Iraqi tension buildsafter terror arrest

Published October 2, 2006

BAGHDAD - Shiite politicians demanded changes in the Iraqi government Sunday, accusing a Sunni Arab party in the coalition of ties to terrorism after a bodyguard of its leader was arrested on suspicion of planning bomb attacks.

The dispute threatened a sectarian crisis within the national unity government of Prime Minister Nouri al-Maliki, which is struggling to contain spiraling Shiite-Sunni killings that the U.S. ambassador said have surpassed Sunni insurgent attacks in deadliness.
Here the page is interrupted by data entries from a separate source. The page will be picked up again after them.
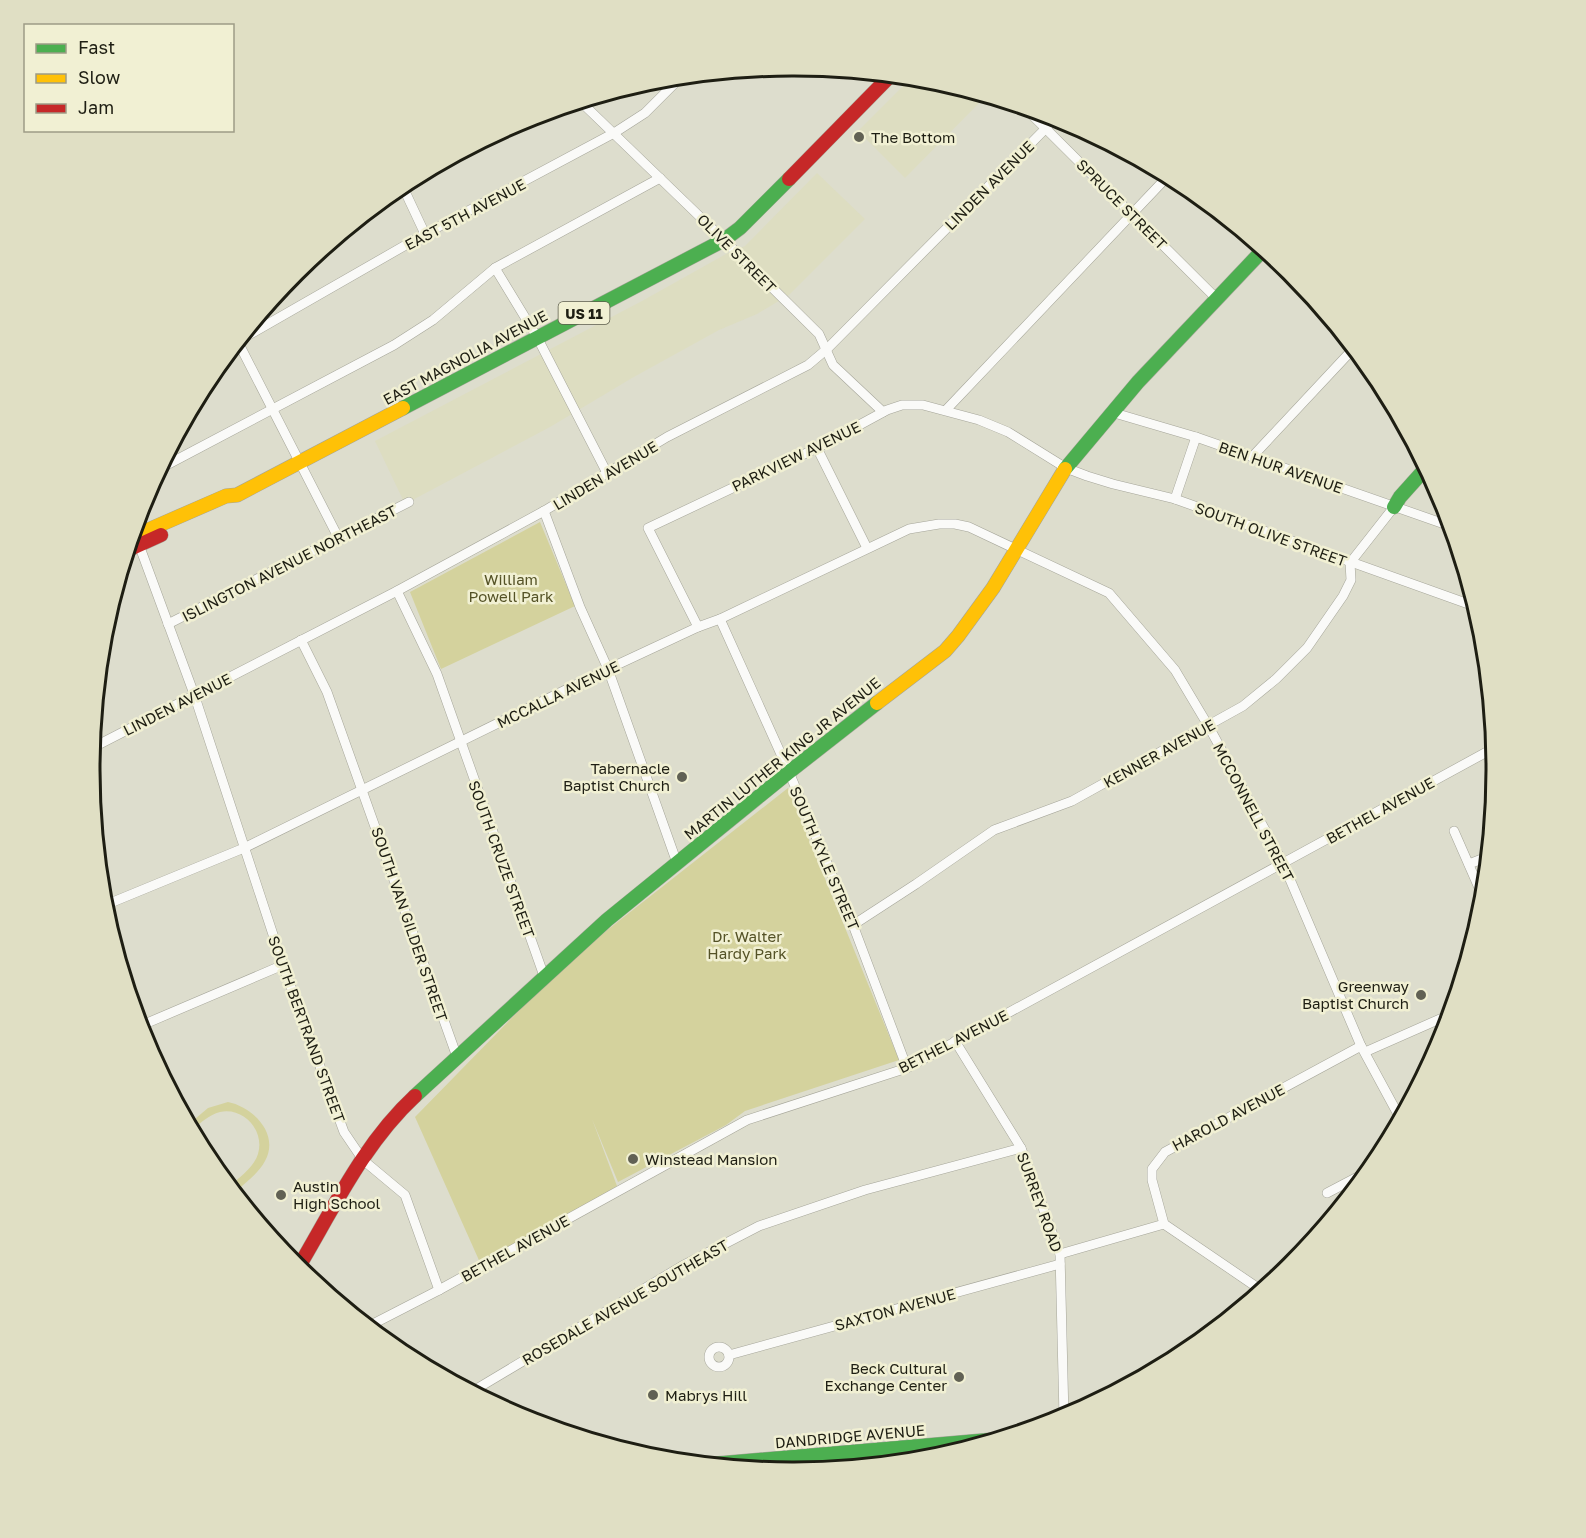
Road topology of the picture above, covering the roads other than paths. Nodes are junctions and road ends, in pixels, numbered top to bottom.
1 (884, 82) edge
2 (670, 88) edge
3 (587, 108) edge
4 (1040, 122) edge
5 (1049, 125) edge
6 (1046, 128) junction
7 (614, 133) junction
8 (660, 178) junction
9 (1162, 183) edge
10 (406, 194) edge
11 (1132, 214) junction
12 (425, 234) junction
13 (724, 240) junction
14 (1258, 256) edge
15 (495, 268) junction
16 (1218, 300) junction
17 (257, 331) edge
18 (537, 337) junction
19 (243, 349) edge
20 (827, 349) junction
21 (1348, 355) edge
22 (273, 409) junction
23 (946, 410) junction
24 (883, 412) junction
25 (1111, 412) junction
26 (1196, 437) junction
27 (817, 448) junction
28 (1252, 457) junction
29 (300, 461) junction
30 (173, 462) edge
31 (1066, 468) junction
32 (607, 473) junction
33 (1420, 475) edge
34 (1175, 499) junction
35 (409, 502) dead end
36 (1394, 507) junction
37 (544, 511) junction
38 (1440, 523) edge
39 (140, 538) edge
40 (339, 539) junction
41 (137, 547) edge
42 (867, 548) junction
43 (1018, 548) junction
44 (1350, 563) junction
45 (397, 591) junction
46 (1465, 603) edge
47 (720, 619) junction
48 (168, 624) junction
49 (698, 627) junction
50 (301, 640) junction
51 (608, 669) junction
52 (194, 694) junction
53 (1209, 727) junction
54 (101, 743) edge
55 (460, 743) junction
56 (1485, 753) edge
57 (789, 772) junction
58 (363, 790) junction
59 (1454, 831) dead end
60 (244, 848) junction
61 (1480, 859) edge
62 (677, 863) junction
63 (1283, 863) junction
64 (1469, 864) junction
65 (1476, 881) edge
66 (114, 902) edge
67 (853, 925) junction
68 (283, 965) junction
69 (544, 976) junction
70 (1439, 1019) edge
71 (149, 1022) edge
72 (955, 1041) junction
73 (1363, 1049) junction
74 (457, 1057) junction
75 (907, 1068) junction
76 (1396, 1110) edge
77 (1021, 1148) junction
78 (363, 1160) junction
79 (1349, 1181) edge
80 (1327, 1193) dead end
81 (1164, 1224) junction
82 (1060, 1254) junction
83 (303, 1259) edge
84 (1060, 1264) junction
85 (1255, 1286) edge
86 (439, 1290) junction
87 (377, 1322) edge
88 (729, 1355) dead end
89 (480, 1387) edge
90 (1064, 1406) edge
91 (799, 1456) junction
92 (873, 1457) edge
93 (753, 1460) edge
94 (800, 1462) edge

1 - 13 main road, EAST MAGNOLIA AVENUE / US 11
2 - 7 street, EAST 5TH AVENUE
3 - 7 street, OLIVE STREET
4 - 6 street, SPRUCE STREET
5 - 6 street, LINDEN AVENUE
6 - 11 street, SPRUCE STREET
6 - 20 street, LINDEN AVENUE
7 - 8 street, OLIVE STREET
7 - 12 street, EAST 5TH AVENUE
8 - 13 street, OLIVE STREET
8 - 15 street
9 - 11 street
10 - 12 street
11 - 16 street, SPRUCE STREET
11 - 23 street
12 - 17 street, EAST 5TH AVENUE
13 - 18 main road, EAST MAGNOLIA AVENUE / US 11
13 - 20 street, OLIVE STREET
14 - 16 main road, MARTIN LUTHER KING JR AVENUE
15 - 18 street
15 - 22 street
16 - 25 main road, MARTIN LUTHER KING JR AVENUE
18 - 29 main road, EAST MAGNOLIA AVENUE / US 11
18 - 32 street
19 - 22 street
20 - 24 street, OLIVE STREET
20 - 32 street, LINDEN AVENUE
21 - 28 street
22 - 29 street
22 - 30 street
23 - 24 street, PARKVIEW AVENUE
23 - 31 street, PARKVIEW AVENUE
24 - 27 street, PARKVIEW AVENUE
25 - 26 street, BEN HUR AVENUE
25 - 31 main road, MARTIN LUTHER KING JR AVENUE
26 - 28 street, BEN HUR AVENUE
26 - 34 street
27 - 42 street
27 - 49 street, PARKVIEW AVENUE
28 - 36 street, BEN HUR AVENUE
29 - 39 main road, EAST MAGNOLIA AVENUE / US 11
29 - 40 street
31 - 34 street, SOUTH OLIVE STREET
31 - 43 main road, MARTIN LUTHER KING JR AVENUE
32 - 37 street, LINDEN AVENUE
33 - 36 main road
34 - 44 street, SOUTH OLIVE STREET
35 - 40 street, ISLINGTON AVENUE NORTHEAST
36 - 38 street, BEN HUR AVENUE
36 - 44 street, KENNER AVENUE
37 - 45 street, LINDEN AVENUE
37 - 51 street
40 - 48 street, ISLINGTON AVENUE NORTHEAST
41 - 48 street, SOUTH BERTRAND STREET
42 - 43 street, MCCALLA AVENUE
42 - 47 street, MCCALLA AVENUE
43 - 53 street, MCCONNELL STREET
43 - 57 main road, MARTIN LUTHER KING JR AVENUE
44 - 46 street, SOUTH OLIVE STREET
44 - 53 street, KENNER AVENUE
45 - 50 street, LINDEN AVENUE
45 - 55 street, SOUTH CRUZE STREET
47 - 49 street, MCCALLA AVENUE
47 - 57 street, SOUTH KYLE STREET
48 - 52 street, SOUTH BERTRAND STREET
49 - 51 street, MCCALLA AVENUE
50 - 52 street, LINDEN AVENUE
50 - 58 street, SOUTH VAN GILDER STREET
51 - 55 street, MCCALLA AVENUE
51 - 62 street
52 - 54 street, LINDEN AVENUE
52 - 60 street, SOUTH BERTRAND STREET
53 - 63 street, MCCONNELL STREET
53 - 67 street, KENNER AVENUE
55 - 58 street, MCCALLA AVENUE
55 - 69 street, SOUTH CRUZE STREET
56 - 63 street, BETHEL AVENUE
57 - 62 main road, MARTIN LUTHER KING JR AVENUE
57 - 67 street, SOUTH KYLE STREET
58 - 60 street, MCCALLA AVENUE
58 - 74 street, SOUTH VAN GILDER STREET
59 - 64 street
60 - 66 street, MCCALLA AVENUE
60 - 68 street, SOUTH BERTRAND STREET
61 - 64 street
62 - 69 main road, MARTIN LUTHER KING JR AVENUE
63 - 72 street, BETHEL AVENUE
63 - 73 street, MCCONNELL STREET
64 - 65 street
67 - 75 street, SOUTH KYLE STREET
68 - 71 street
68 - 78 street, SOUTH BERTRAND STREET
69 - 74 main road, MARTIN LUTHER KING JR AVENUE
70 - 73 street, HAROLD AVENUE
72 - 75 street, BETHEL AVENUE
72 - 77 street, SURREY ROAD
73 - 76 street, MCCONNELL STREET
73 - 81 street, HAROLD AVENUE
74 - 78 main road, MARTIN LUTHER KING JR AVENUE
75 - 86 street, BETHEL AVENUE
77 - 82 street, SURREY ROAD
77 - 89 street, ROSEDALE AVENUE SOUTHEAST
78 - 83 main road, MARTIN LUTHER KING JR AVENUE
78 - 86 street, SOUTH BERTRAND STREET
79 - 80 street
81 - 82 street
81 - 85 street
82 - 84 street, SURREY ROAD
84 - 88 street, SAXTON AVENUE
84 - 90 street, SURREY ROAD
86 - 87 street, BETHEL AVENUE
91 - 92 main road, DANDRIDGE AVENUE
91 - 93 main road, DANDRIDGE AVENUE
91 - 94 street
The potential government crisis erupted after U.S. troops arrested a bodyguard of leading Sunni politician Adnan al-Dulaimi on Friday, saying the man was suspected of leading an al-Qaida-linked cell that was "in the final stages" of carrying out a string of bombings in Baghdad's fortified Green Zone, the center of government and home to the U.S. and British embassies.

On Sunday, Baha el-Deen al-Araji, a lawmaker from the party of radical Shiite cleric Muqtada al-Sadr, accused Sunni politicians of having "direct and indirect links to Saddamists, Takfiris (Sunni radicals) and terrorists."

He demanded a "significant cabinet reshuffle" to change "ministries of security and public services dossiers."

U.S. Ambassador Zalmay Khalilzad and the top U.S. commander in Iraq, Gen. George Casey, sought to contain the political fallout, underlining in a joint statement that "the arrested individual had no ties to al-Dulaimi's family, nor is al-Dulaimi connected in any way to the suspect activities of the individual." Dulaimi denied any connection to militants.

Also Sunday:

- At least 23 people were killed in violence, and 21 bodies were found in Baghdad or to the south, many of them bound and tortured. In the evening, gunmen burst into a frozen food factory in Baghdad, kidnapping 24 workers and wounding two others.

- The U.S. military reported that two American soldiers were killed Saturday in fighting in western Anbar province - bringing to at least 70 the number of U.S. troops killed in September, the second-highest monthly toll this year.